Quantitative analysis for lipophilic drug transport through a model lipid membrane with membrane retention

Abstract

Drug absorption after oral administration mostly occurs in the intestine, and is controlled mainly by the aqueous solubility and the intestinal permeability of the drug. In modern drug discovery, the proportion of lipophilic drug candidates with poor water solubility has increased, and these lipophilic drugs are known to undergo membrane retention during transport across the cell membrane, depending on the hydrophobic interaction between the drug and lipid molecules. Hence, a precise and effective permeability assay for lipophilic drug compounds, which can also quantify membrane retention, is required. In this study, we developed a permeability assay for lipophilic drugs with poor water solubility using a freestanding lipid bilayer. The lipid bilayer was created within a UV cuvette, and the number of transported molecules through the bilayer was estimated by measuring the UV absorbance over time.

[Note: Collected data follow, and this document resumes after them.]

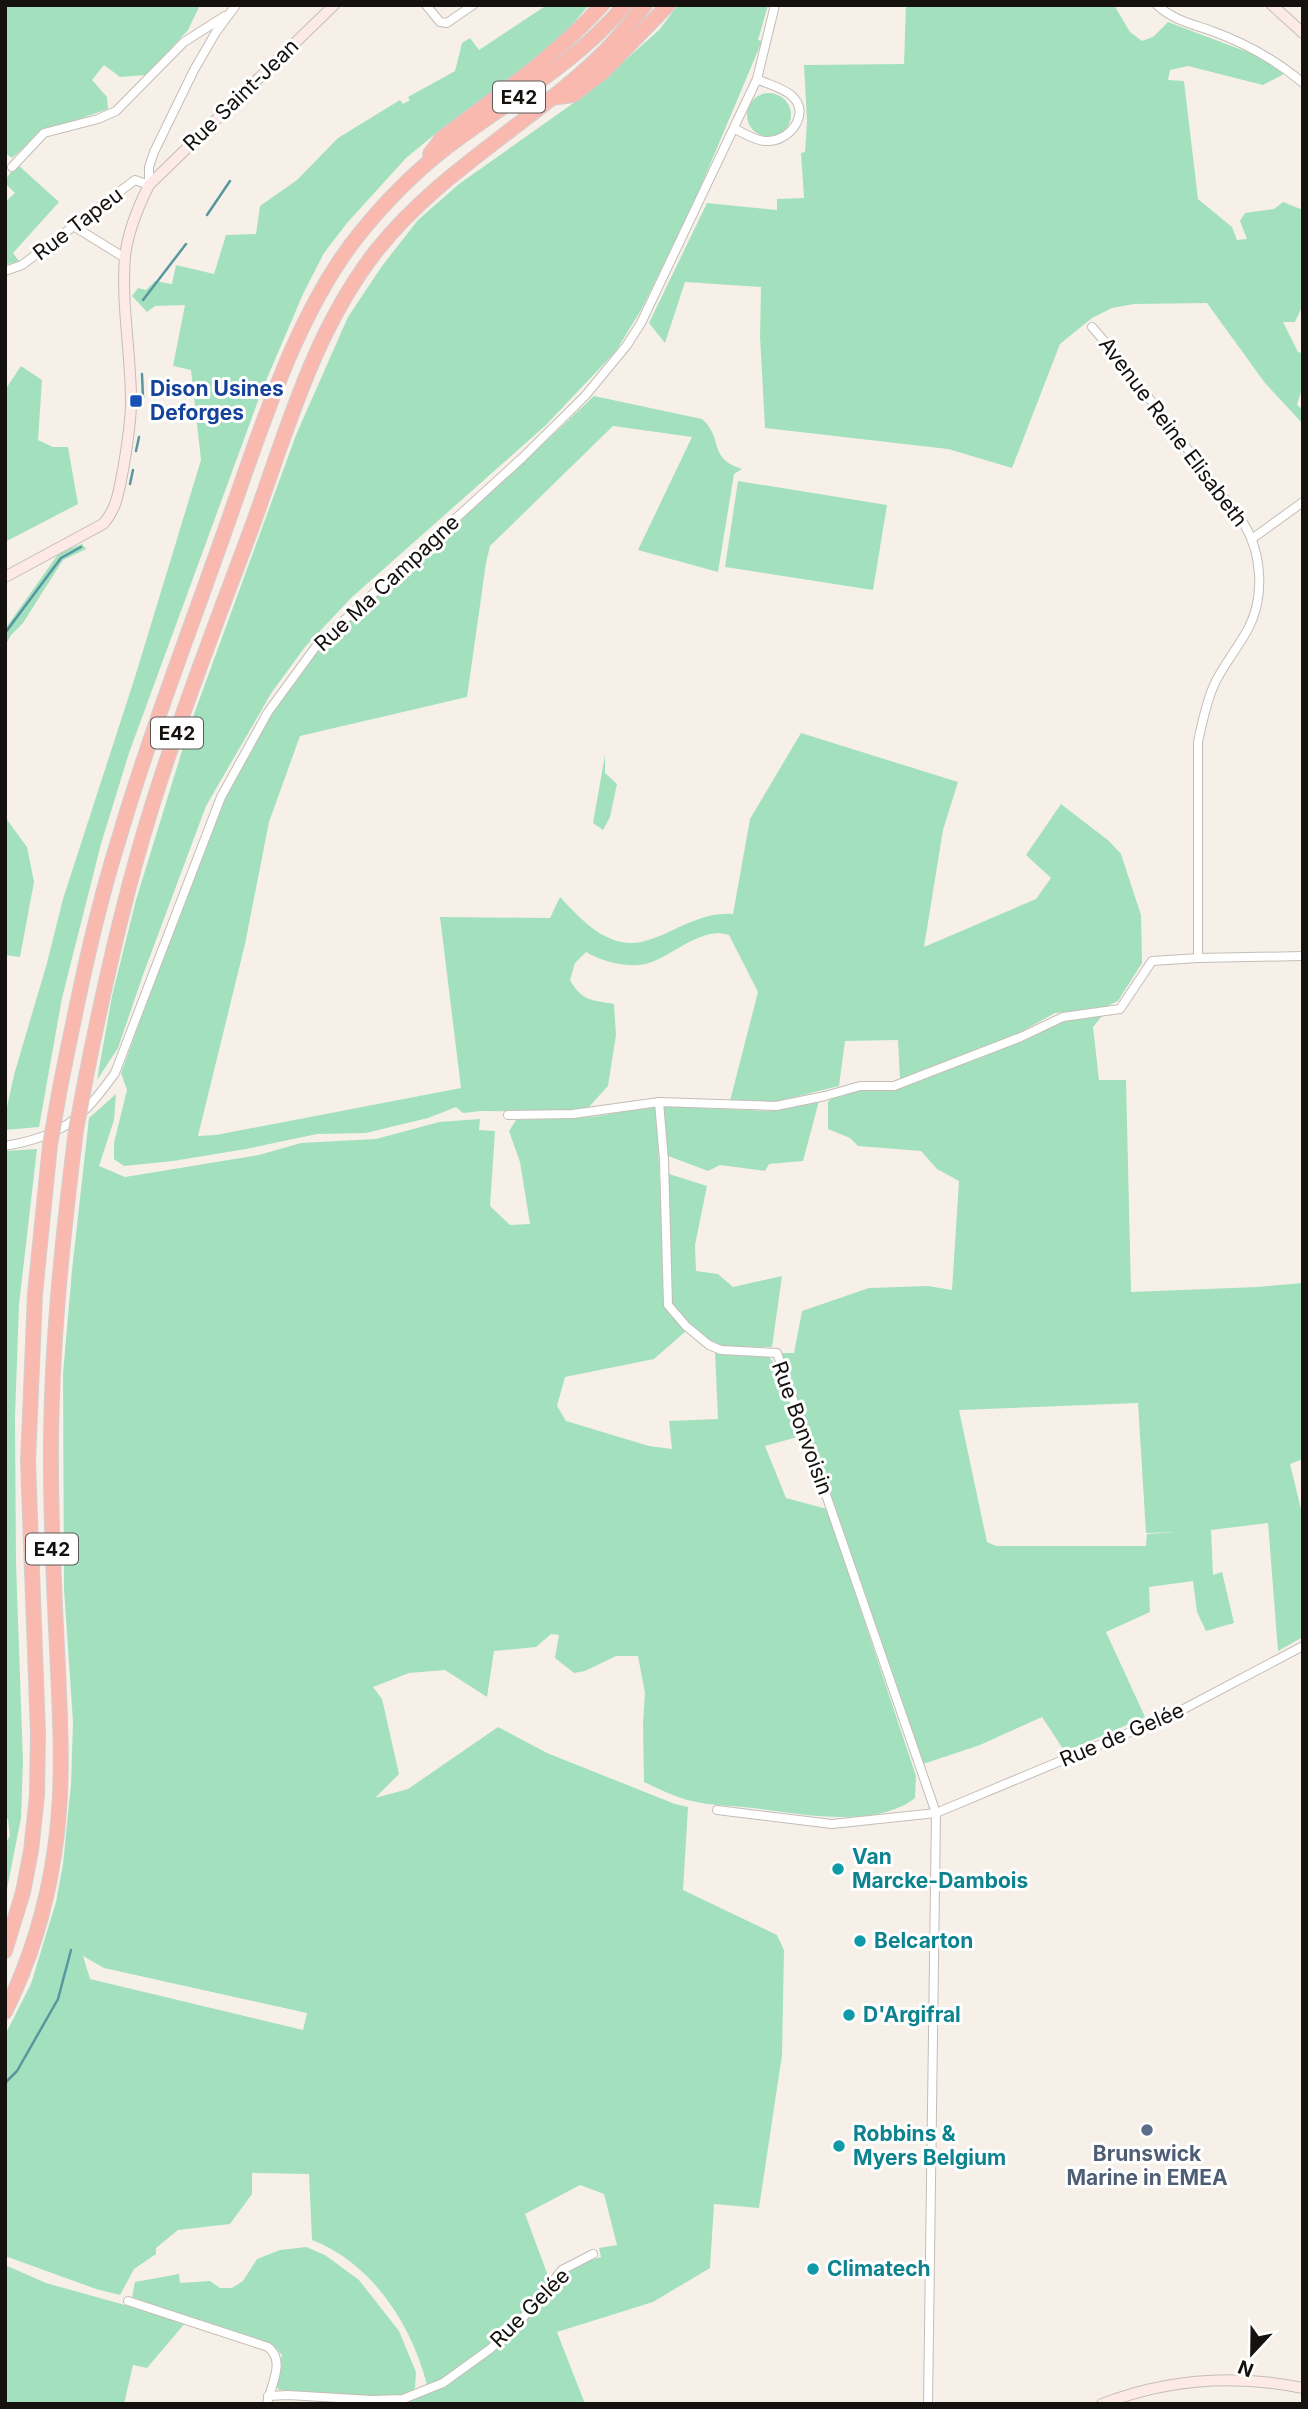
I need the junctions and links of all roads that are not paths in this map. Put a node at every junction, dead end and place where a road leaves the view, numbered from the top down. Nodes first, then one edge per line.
1 (236, 5) edge
2 (334, 5) edge
3 (426, 5) edge
4 (473, 5) edge
5 (602, 5) edge
6 (625, 5) edge
7 (645, 5) edge
8 (668, 5) edge
9 (775, 5) edge
10 (1157, 5) edge
11 (1272, 5) edge
12 (228, 14) junction
13 (1303, 33) edge
14 (757, 79) junction
15 (1303, 83) edge
16 (550, 99) junction
17 (735, 128) junction
18 (12, 167) dead end
19 (408, 182) junction
20 (149, 185) junction
21 (75, 226) junction
22 (125, 258) junction
23 (5, 271) edge
24 (1092, 327) dead end
25 (1303, 502) edge
26 (1253, 538) junction
27 (5, 577) edge
28 (1303, 957) edge
29 (1198, 958) junction
30 (659, 1102) junction
31 (508, 1115) dead end
32 (5, 1146) edge
33 (1303, 1646) edge
34 (717, 1810) dead end
35 (936, 1813) junction
36 (5, 1951) edge
37 (5, 2011) edge
38 (593, 2254) dead end
39 (128, 2301) dead end
40 (1303, 2388) edge
41 (267, 2400) edge
42 (928, 2404) edge
43 (1102, 2404) edge

1 - 12 street
2 - 20 street, Rue Saint-Jean
3 - 4 street
5 - 19 highway
6 - 19 highway, E42
7 - 16 highway, E42
8 - 16 highway
9 - 14 street, Rue Ma Campagne
10 - 15 street
11 - 13 street
12 - 18 street
12 - 20 street
14 - 17 street, Rue Ma Campagne
14 - 17 street
16 - 37 highway, E42, bridge
17 - 32 street, Rue Ma Campagne
19 - 36 highway, E42, bridge
20 - 21 street, Rue Tapeu
20 - 22 street
21 - 22 street
21 - 23 street, Rue Tapeu
22 - 27 street
24 - 26 street, Avenue Reine Elisabeth
25 - 26 street, Avenue Reine Elisabeth
26 - 29 street, Avenue Reine Elisabeth
28 - 29 street
29 - 30 street
30 - 31 street
30 - 35 street, Rue Bonvoisin
33 - 35 street, Rue de Gelée
34 - 35 street, Rue de Gelée
35 - 42 street
38 - 41 street, Rue Gelée
39 - 41 street, Rue Gelée
40 - 43 street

We then measured the permeability of six tested compounds, and there was a significant difference in permeability between the Biopharmaceutics Classification System (BCS) class 2 and class 4 compounds. In addition, the fraction of molecules trapped in the lipid bilayer were estimated for each compound as well. As a result, the drugs with higher lipophilicity were found to undergo more membrane retention, which agrees with the previous reports, supporting that our model lipid membrane system could also be applied to investigate the drug-lipid interaction.